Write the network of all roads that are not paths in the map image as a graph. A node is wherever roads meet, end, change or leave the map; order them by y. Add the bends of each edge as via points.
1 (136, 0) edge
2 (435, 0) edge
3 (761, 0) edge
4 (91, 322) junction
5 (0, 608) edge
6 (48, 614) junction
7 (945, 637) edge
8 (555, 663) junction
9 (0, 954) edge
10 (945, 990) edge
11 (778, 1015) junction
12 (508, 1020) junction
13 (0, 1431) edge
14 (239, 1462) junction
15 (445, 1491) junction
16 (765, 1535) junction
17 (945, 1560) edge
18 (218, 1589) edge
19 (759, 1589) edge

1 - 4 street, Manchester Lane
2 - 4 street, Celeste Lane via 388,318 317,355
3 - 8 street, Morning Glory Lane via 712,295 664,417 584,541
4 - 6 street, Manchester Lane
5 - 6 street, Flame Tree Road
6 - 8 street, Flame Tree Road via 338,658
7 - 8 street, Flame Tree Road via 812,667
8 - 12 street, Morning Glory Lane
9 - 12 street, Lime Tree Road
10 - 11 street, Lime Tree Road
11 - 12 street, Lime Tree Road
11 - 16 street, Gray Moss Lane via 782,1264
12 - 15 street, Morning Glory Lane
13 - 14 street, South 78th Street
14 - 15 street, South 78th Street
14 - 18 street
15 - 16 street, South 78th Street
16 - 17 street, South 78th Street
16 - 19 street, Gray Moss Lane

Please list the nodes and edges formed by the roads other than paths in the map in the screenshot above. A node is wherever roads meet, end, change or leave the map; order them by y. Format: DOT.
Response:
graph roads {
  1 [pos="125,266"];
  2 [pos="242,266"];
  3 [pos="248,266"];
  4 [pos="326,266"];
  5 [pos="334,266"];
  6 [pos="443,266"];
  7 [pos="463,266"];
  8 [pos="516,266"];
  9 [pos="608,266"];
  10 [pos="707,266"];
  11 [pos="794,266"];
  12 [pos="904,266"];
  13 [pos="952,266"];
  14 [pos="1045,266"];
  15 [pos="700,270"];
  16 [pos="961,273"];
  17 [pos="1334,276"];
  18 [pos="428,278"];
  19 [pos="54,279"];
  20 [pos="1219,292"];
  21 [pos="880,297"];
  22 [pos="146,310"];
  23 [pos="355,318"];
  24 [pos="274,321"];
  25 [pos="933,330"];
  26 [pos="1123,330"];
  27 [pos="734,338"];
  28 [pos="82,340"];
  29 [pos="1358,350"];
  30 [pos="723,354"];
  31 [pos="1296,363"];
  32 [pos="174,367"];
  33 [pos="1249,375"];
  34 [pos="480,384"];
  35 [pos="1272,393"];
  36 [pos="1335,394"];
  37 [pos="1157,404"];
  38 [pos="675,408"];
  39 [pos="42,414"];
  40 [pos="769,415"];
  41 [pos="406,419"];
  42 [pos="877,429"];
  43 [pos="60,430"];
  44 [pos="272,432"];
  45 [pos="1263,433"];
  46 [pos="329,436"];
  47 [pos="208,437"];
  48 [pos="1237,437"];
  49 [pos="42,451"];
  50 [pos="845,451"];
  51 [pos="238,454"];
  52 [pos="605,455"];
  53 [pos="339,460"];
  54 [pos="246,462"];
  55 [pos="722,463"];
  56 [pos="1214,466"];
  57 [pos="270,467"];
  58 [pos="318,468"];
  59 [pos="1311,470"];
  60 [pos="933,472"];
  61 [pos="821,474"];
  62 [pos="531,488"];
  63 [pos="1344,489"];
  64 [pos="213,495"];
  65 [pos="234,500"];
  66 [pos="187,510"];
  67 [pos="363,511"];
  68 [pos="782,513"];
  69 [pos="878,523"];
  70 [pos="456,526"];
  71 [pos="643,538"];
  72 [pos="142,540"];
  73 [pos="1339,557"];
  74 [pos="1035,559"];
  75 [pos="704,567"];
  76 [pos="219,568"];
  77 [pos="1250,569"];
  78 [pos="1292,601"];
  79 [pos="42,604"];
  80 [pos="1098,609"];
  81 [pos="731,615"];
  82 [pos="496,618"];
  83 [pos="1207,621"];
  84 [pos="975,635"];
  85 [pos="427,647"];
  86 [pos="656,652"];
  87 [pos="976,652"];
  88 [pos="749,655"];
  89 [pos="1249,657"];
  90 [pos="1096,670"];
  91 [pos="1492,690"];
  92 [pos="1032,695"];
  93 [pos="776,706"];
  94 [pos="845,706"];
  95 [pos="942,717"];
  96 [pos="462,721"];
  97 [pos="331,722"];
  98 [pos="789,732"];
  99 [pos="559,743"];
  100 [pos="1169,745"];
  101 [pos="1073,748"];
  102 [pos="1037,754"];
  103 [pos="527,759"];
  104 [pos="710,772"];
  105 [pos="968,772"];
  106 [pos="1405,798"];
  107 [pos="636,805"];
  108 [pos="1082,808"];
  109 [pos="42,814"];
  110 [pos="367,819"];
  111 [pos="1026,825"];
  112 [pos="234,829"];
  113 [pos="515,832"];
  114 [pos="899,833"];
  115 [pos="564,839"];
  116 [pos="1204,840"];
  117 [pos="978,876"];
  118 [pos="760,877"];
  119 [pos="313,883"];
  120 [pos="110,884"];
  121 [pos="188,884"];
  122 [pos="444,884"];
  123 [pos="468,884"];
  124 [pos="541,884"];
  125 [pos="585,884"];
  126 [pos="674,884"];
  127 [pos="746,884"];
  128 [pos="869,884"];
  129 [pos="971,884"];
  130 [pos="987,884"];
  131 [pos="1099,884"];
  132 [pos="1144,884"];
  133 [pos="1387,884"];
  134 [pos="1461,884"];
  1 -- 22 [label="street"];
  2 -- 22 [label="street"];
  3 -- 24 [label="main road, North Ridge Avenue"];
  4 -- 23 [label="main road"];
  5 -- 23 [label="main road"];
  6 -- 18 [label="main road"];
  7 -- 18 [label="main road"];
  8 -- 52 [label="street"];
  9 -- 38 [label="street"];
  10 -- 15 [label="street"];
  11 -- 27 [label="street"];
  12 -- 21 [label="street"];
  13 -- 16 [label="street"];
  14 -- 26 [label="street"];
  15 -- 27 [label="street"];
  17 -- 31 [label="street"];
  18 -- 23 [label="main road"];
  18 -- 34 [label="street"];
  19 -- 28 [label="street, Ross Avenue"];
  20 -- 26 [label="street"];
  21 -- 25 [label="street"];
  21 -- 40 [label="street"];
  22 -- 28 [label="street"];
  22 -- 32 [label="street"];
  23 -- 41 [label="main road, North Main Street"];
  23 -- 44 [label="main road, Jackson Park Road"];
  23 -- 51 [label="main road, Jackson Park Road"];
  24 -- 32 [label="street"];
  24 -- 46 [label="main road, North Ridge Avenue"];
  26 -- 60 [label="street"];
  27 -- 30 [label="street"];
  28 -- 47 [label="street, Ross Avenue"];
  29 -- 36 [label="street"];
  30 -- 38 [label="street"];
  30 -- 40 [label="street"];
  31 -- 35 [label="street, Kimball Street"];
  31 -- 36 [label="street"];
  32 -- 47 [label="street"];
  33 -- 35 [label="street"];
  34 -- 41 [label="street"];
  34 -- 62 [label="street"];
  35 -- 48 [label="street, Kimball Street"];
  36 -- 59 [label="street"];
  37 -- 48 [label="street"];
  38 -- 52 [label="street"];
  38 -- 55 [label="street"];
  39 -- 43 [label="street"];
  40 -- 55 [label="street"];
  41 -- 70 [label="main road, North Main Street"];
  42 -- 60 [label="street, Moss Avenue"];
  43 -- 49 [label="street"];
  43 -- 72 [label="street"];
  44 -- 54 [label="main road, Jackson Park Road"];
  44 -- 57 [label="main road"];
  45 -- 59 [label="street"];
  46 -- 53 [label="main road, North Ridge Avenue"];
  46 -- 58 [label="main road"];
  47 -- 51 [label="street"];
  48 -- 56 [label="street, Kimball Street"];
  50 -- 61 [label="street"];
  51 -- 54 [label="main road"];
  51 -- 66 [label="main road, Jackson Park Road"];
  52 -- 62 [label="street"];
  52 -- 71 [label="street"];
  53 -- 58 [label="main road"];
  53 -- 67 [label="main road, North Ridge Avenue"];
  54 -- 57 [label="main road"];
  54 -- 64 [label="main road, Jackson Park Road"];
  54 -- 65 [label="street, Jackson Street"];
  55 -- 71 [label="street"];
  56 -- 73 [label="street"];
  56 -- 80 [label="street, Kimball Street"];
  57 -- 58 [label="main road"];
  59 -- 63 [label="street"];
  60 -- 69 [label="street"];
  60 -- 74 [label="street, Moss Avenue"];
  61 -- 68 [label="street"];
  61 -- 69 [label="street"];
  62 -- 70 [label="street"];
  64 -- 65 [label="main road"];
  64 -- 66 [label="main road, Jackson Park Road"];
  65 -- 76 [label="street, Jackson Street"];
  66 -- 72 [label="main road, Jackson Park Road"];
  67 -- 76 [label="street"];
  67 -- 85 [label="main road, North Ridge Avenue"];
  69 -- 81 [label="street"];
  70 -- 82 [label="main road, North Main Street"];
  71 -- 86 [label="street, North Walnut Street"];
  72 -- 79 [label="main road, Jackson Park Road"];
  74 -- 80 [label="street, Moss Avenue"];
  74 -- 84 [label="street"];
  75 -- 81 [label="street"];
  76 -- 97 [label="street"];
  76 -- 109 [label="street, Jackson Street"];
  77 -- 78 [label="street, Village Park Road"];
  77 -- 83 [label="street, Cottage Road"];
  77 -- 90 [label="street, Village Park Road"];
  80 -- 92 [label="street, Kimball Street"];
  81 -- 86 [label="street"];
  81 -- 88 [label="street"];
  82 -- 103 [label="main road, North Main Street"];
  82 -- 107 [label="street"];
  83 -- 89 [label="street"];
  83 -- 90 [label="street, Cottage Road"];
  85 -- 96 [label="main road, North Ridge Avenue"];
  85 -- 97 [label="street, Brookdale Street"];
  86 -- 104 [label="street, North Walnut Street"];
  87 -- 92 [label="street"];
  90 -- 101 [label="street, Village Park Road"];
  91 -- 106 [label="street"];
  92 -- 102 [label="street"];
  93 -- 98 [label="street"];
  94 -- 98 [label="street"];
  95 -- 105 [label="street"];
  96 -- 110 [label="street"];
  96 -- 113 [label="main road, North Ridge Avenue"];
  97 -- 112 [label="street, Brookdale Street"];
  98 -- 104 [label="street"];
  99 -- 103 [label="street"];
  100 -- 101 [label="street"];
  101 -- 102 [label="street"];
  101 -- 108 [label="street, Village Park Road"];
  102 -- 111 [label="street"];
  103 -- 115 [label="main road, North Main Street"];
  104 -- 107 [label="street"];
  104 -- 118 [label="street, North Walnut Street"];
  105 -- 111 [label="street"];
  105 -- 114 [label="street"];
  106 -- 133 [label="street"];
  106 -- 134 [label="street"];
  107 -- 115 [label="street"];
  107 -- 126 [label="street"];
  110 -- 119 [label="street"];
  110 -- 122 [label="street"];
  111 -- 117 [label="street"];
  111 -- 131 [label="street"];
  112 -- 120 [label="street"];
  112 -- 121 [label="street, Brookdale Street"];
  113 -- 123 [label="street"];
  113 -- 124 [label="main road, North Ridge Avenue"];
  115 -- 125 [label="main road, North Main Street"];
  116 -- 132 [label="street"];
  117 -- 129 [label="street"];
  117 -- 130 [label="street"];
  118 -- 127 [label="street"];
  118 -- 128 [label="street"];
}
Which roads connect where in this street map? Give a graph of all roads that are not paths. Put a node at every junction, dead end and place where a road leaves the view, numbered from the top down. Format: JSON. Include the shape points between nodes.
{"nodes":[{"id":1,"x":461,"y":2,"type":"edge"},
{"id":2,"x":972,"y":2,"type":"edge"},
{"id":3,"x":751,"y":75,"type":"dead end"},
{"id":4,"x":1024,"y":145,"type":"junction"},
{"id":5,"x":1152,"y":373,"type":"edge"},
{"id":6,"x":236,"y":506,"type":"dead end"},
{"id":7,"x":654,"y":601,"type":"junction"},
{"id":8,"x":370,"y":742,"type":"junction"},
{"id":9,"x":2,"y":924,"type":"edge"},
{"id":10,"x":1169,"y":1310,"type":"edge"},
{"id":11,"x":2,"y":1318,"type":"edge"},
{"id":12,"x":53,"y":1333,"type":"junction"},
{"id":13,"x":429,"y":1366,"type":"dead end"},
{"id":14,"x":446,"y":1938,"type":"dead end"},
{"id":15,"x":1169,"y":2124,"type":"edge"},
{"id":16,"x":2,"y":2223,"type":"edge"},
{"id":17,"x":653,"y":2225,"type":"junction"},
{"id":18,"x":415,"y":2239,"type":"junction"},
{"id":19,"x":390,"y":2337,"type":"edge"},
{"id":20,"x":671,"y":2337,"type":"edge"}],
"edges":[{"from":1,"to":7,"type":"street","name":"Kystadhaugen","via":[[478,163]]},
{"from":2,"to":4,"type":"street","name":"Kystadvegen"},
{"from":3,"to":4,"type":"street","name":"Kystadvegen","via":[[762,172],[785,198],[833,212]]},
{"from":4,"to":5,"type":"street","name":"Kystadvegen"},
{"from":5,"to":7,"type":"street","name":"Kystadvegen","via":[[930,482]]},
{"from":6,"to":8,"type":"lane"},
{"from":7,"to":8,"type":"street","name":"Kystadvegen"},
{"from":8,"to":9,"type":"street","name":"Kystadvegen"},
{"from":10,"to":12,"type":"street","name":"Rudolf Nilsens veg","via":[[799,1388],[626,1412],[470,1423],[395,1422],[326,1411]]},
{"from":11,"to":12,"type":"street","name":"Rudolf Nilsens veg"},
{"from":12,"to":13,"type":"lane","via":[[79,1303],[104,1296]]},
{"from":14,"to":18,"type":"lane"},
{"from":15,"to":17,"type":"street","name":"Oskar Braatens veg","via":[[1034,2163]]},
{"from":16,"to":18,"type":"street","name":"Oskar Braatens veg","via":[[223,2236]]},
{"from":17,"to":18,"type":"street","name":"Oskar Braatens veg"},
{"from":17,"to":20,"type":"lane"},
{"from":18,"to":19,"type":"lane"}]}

● ● ● ●

Problem description: Check every line above for the string "Oskar" and copy those that have it.

Response area:
{"from":15,"to":17,"type":"street","name":"Oskar Braatens veg","via":[[1034,2163]]},
{"from":16,"to":18,"type":"street","name":"Oskar Braatens veg","via":[[223,2236]]},
{"from":17,"to":18,"type":"street","name":"Oskar Braatens veg"},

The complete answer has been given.